REPUBLIKA.CO.ID, JAKARTA -- Pengamat Hukum Pidana, Mudzakkir mengatakan, kasus Operasi Tangkap Tangan (OTT) Auditor BPK (Badan Pemeriksa Keuangan) oleh KPK (Komisi Pemberantasan Korupsi) termasuk kasus yang unik. Pasalnya, kata dia, kedua lembaga adalah memiliki tugas yang sama, yakni sebagai lembaga pengawas.
"Ini yang menjadi masalah adalah keduanya adalah lembaga yang bertugas mengawasi," ujarnya saat dihubungi Republika.co.id, Ahad (28/5).
Mudzakir menilai, pengawasan yang dilakukan BPK sebagai lembaga pengawas yang mengawasi praktek penyelenggaraan negara harus memiliki kajian meta analisis. Kajian tersebut, kata dia, bisa diterapkan untuk dijadikan evaluasi hasil audit BPK.

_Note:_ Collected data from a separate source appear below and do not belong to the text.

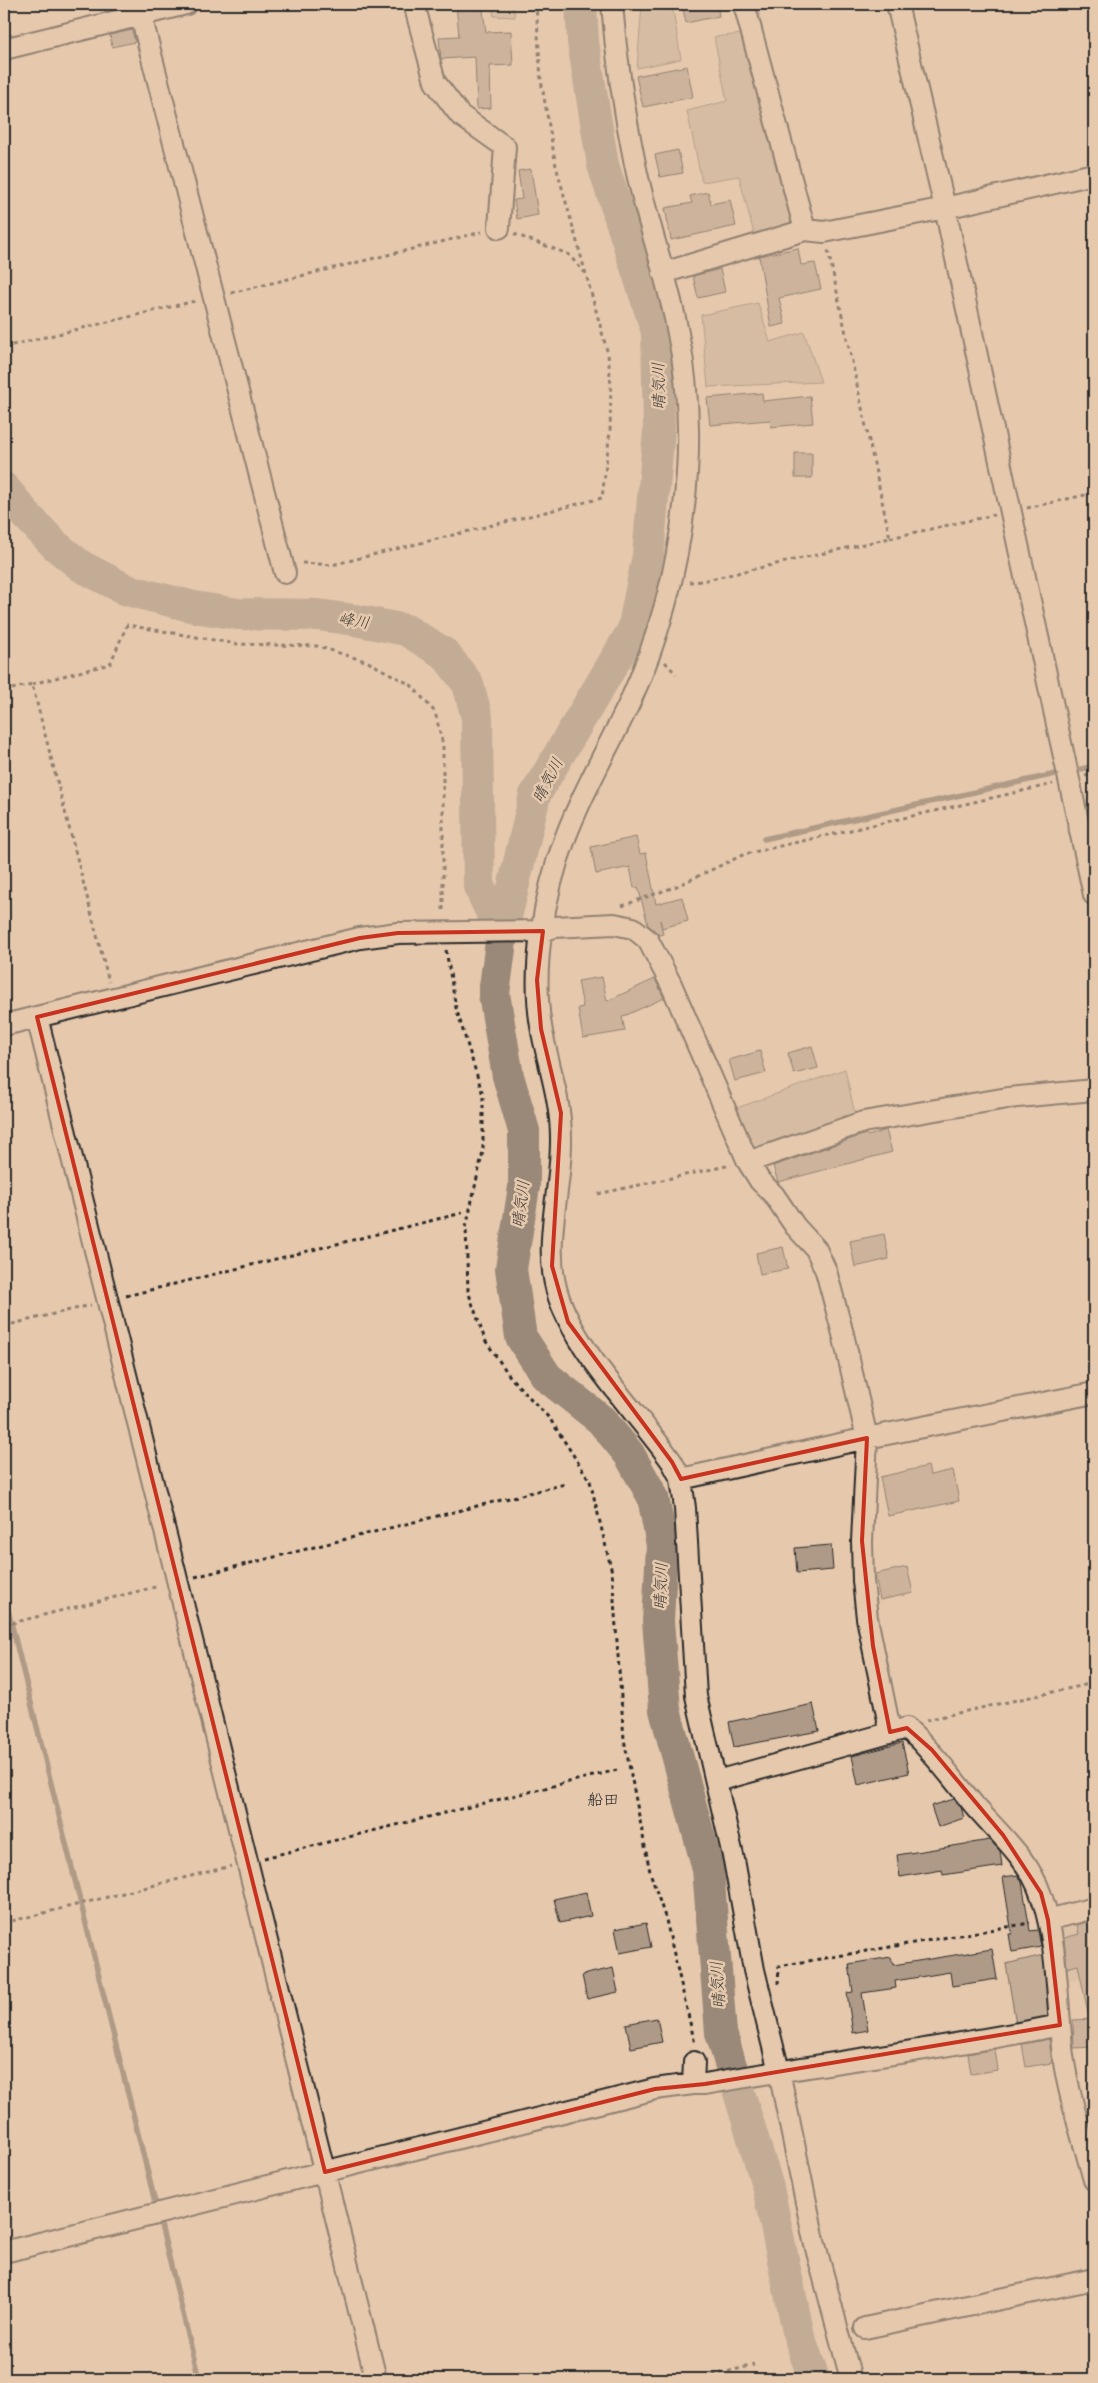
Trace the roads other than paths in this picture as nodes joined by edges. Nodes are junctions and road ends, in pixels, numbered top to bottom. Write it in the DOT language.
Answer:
graph roads {
  1 [pos="186,4"];
  2 [pos="414,4"];
  3 [pos="612,4"];
  4 [pos="744,4"];
  5 [pos="897,4"];
  6 [pos="140,9"];
  7 [pos="4,49"];
  8 [pos="1094,174"];
  9 [pos="945,208"];
  10 [pos="499,228"];
  11 [pos="814,231"];
  12 [pos="663,274"];
  13 [pos="283,568"];
  14 [pos="1094,895"];
  15 [pos="537,931"];
  16 [pos="38,1017"];
  17 [pos="4,1025"];
  18 [pos="1094,1090"];
  19 [pos="748,1162"];
  20 [pos="1094,1393"];
  21 [pos="867,1438"];
  22 [pos="680,1479"];
  23 [pos="887,1733"];
  24 [pos="717,1781"];
  25 [pos="1094,1908"];
  26 [pos="1048,1920"];
  27 [pos="1060,2025"];
  28 [pos="694,2062"];
  29 [pos="779,2071"];
  30 [pos="699,2084"];
  31 [pos="325,2172"];
  32 [pos="1094,2180"];
  33 [pos="4,2252"];
  34 [pos="1094,2280"];
  35 [pos="865,2328"];
  36 [pos="376,2379"];
  37 [pos="851,2379"];
  1 -- 6 [label="street"];
  2 -- 10 [label="street"];
  3 -- 12 [label="street"];
  4 -- 11 [label="street"];
  5 -- 9 [label="street"];
  6 -- 7 [label="street"];
  6 -- 13 [label="street"];
  8 -- 9 [label="street"];
  9 -- 11 [label="street"];
  9 -- 14 [label="street"];
  11 -- 12 [label="street"];
  12 -- 15 [label="street"];
  15 -- 16 [label="street"];
  15 -- 19 [label="street"];
  15 -- 22 [label="street"];
  16 -- 17 [label="street"];
  16 -- 31 [label="street"];
  18 -- 19 [label="street"];
  19 -- 21 [label="street"];
  20 -- 21 [label="street"];
  21 -- 22 [label="street"];
  21 -- 23 [label="street"];
  22 -- 24 [label="street"];
  23 -- 24 [label="street"];
  23 -- 26 [label="street"];
  24 -- 29 [label="street"];
  25 -- 26 [label="street"];
  26 -- 27 [label="street"];
  27 -- 29 [label="street"];
  27 -- 32 [label="street"];
  28 -- 30 [label="street"];
  29 -- 30 [label="street"];
  29 -- 37 [label="street"];
  30 -- 31 [label="street"];
  31 -- 33 [label="street"];
  31 -- 36 [label="street"];
  34 -- 35 [label="street"];
}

Menurut Mudzakkir, yang perlu dibenahi dalam pengawasan BPK adalah status Wajar Tanpa Pengecualian (WTP) yang dianggap spesial. WTP, kata dia, seharusnya adalah penilaian yang tidak dianggap adalah sesuatu yang spesial.
Selain itu, kata dia, yangg menjadi masalah adalah ukuran WTP yang belum objektif. "Kalau itu (WTP) ukurannya objektif, mau ditangani oleh siapa pun, kalau tidak ya tidak, kalau iya ya iya," jelasnya.

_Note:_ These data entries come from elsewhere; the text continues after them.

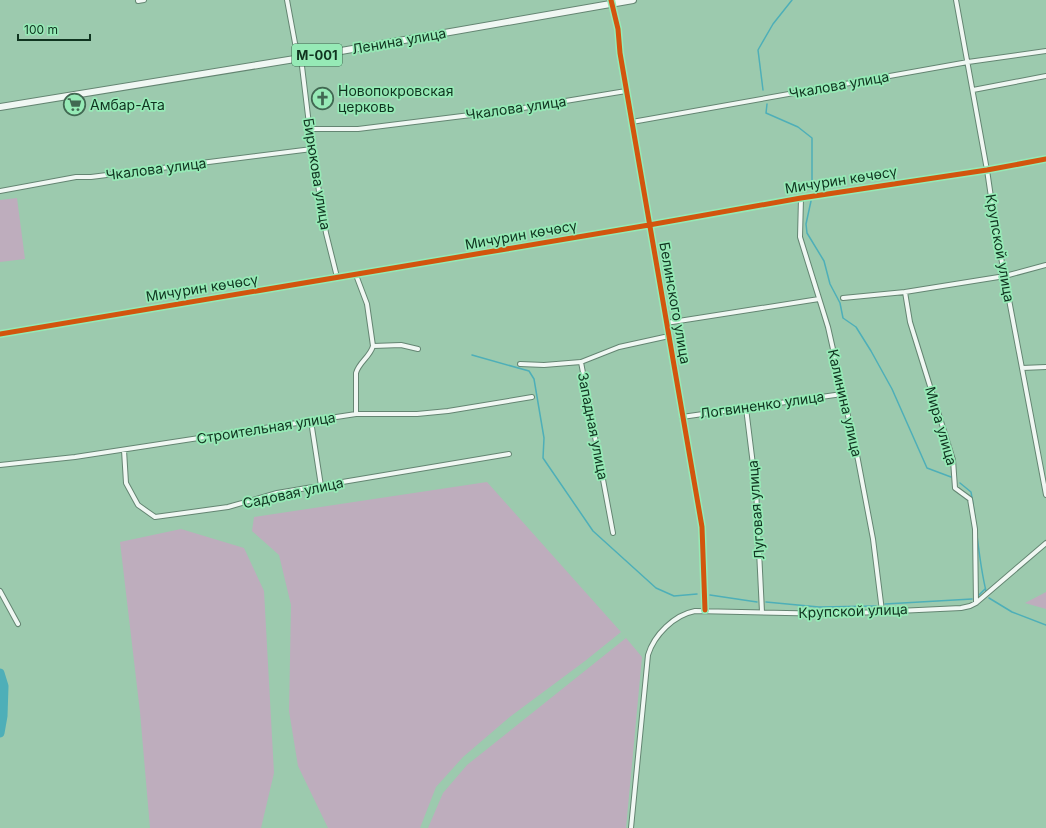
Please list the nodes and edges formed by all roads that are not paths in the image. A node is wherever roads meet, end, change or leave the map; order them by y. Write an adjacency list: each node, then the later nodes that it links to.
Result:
1 (144, 0): 5 (street)
2 (287, 0): 8 (street, Бирюкова улица)
3 (633, 0): 6 (main road, Ленина улица / М-001)
4 (956, 0): 9 (street, Крупской улица)
5 (138, 1)
6 (611, 2): 8 (main road, Ленина улица / М-001); 12 (street, Белинского улица)
7 (1046, 51): 9 (street, Чкалова улица)
8 (301, 58): 13 (main road, Ленина улица / М-001); 15 (street, Бирюкова улица)
9 (968, 62): 11 (street, Крупской улица); 14 (street, Чкалова улица)
10 (1046, 76): 11 (street)
11 (973, 90): 18 (street, Крупской улица)
12 (626, 91): 14 (street, Белинского улица); 15 (street, Чкалова улица)
13 (0, 107)
14 (632, 122): 21 (street, Белинского улица)
15 (310, 129): 16 (street, Бирюкова улица)
16 (312, 149): 19 (street, Чкалова улица); 25 (street, Бирюкова улица)
17 (1046, 159): 18 (street, Мичурин көчөсү)
18 (987, 170): 20 (street, Мичурин көчөсү); 24 (street, Крупской улица)
19 (0, 191)
20 (801, 198): 21 (street, Мичурин көчөсү); 28 (street, Калинина улица)
21 (649, 226): 23 (street, Мичурин көчөсү); 29 (street, Белинского улица)
22 (1046, 265): 24 (street)
23 (356, 275): 25 (street, Мичурин көчөсү); 32 (street)
24 (1005, 276): 26 (street); 37 (street, Крупской улица)
25 (337, 277): 30 (street, Мичурин көчөсү)
26 (905, 292): 27 (street); 52 (street, Мира улица)
27 (843, 298)
28 (819, 299): 29 (street); 38 (street, Калинина улица)
29 (666, 323): 31 (street, Белинского улица)
30 (0, 334)
31 (668, 336): 34 (street, Западная улица); 42 (street, Белинского улица)
32 (373, 346): 33 (street); 41 (street)
33 (418, 349)
34 (581, 362): 35 (street); 49 (street, Западная улица)
35 (520, 364)
36 (1046, 366): 37 (street)
37 (1022, 368): 48 (street, Крупской улица)
38 (842, 394): 40 (street, Логвиненко улица); 54 (street, Калинина улица)
39 (532, 396): 41 (street, Строительная улица)
40 (746, 408): 42 (street, Логвиненко улица); 55 (street, Луговая улица)
41 (356, 414): 43 (street, Строительная улица)
42 (682, 417): 53 (street, Белинского улица)
43 (310, 421): 44 (street, Строительная улица); 47 (street)
44 (124, 450): 46 (street, Строительная улица); 47 (street, Садовая улица)
45 (509, 454): 47 (street, Садовая улица)
46 (0, 465)
47 (321, 486)
48 (1046, 495)
49 (613, 533)
50 (1046, 544): 52 (street, Крупской улица)
51 (0, 591): 56 (street)
52 (976, 603): 54 (street, Крупской улица)
53 (705, 610): 55 (street, Крупской улица); 57 (street, Крупской улица)
54 (882, 611): 55 (street, Крупской улица)
55 (762, 612)
56 (18, 624)
57 (631, 828)

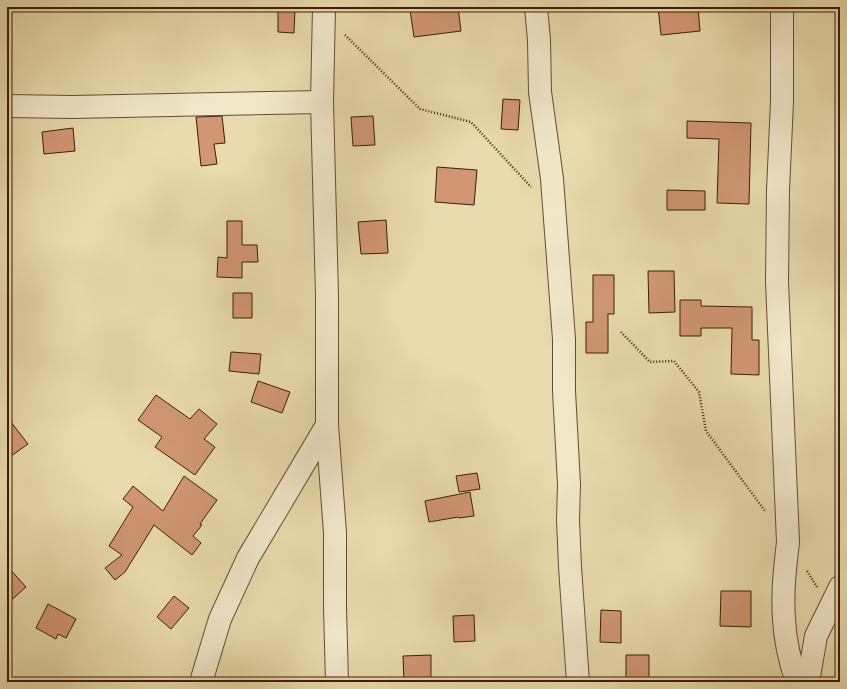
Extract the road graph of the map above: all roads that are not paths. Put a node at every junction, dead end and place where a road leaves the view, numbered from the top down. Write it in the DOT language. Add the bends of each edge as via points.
graph roads {
  1 [pos="536,7"];
  2 [pos="782,7"];
  3 [pos="323,10"];
  4 [pos="322,102"];
  5 [pos="7,105"];
  6 [pos="328,425"];
  7 [pos="835,596"];
  8 [pos="201,682"];
  9 [pos="337,682"];
  10 [pos="578,682"];
  11 [pos="797,682"];
  12 [pos="808,682"];
  1 -- 10 [label="street" via="540,92 552,179 564,339 569,535"];
  2 -- 11 [label="street" via="777,282 788,542 784,619 786,641"];
  3 -- 4 [label="street"];
  4 -- 5 [label="street" via="72,107"];
  4 -- 6 [label="street"];
  6 -- 8 [label="street" via="248,558 220,619"];
  6 -- 9 [label="street" via="335,532"];
  7 -- 12 [label="street" via="816,636"];
}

Sebelumnya, dua Auditor BPK tertangkap saat KPK melakukan OTT. Hasil konferensi pers yang digelar KPK, Sabtu (27/5), KPK menjelaskan kronologi pengamanan enam orang di kantor BPK dengan inisal ALS sebagai Auditor BPK RI, RS pejabat Eselon satu di BPK, JDP Eselon tiga di Kemendes PDTT dan Sekertarisnya RS serta satu orang satpam.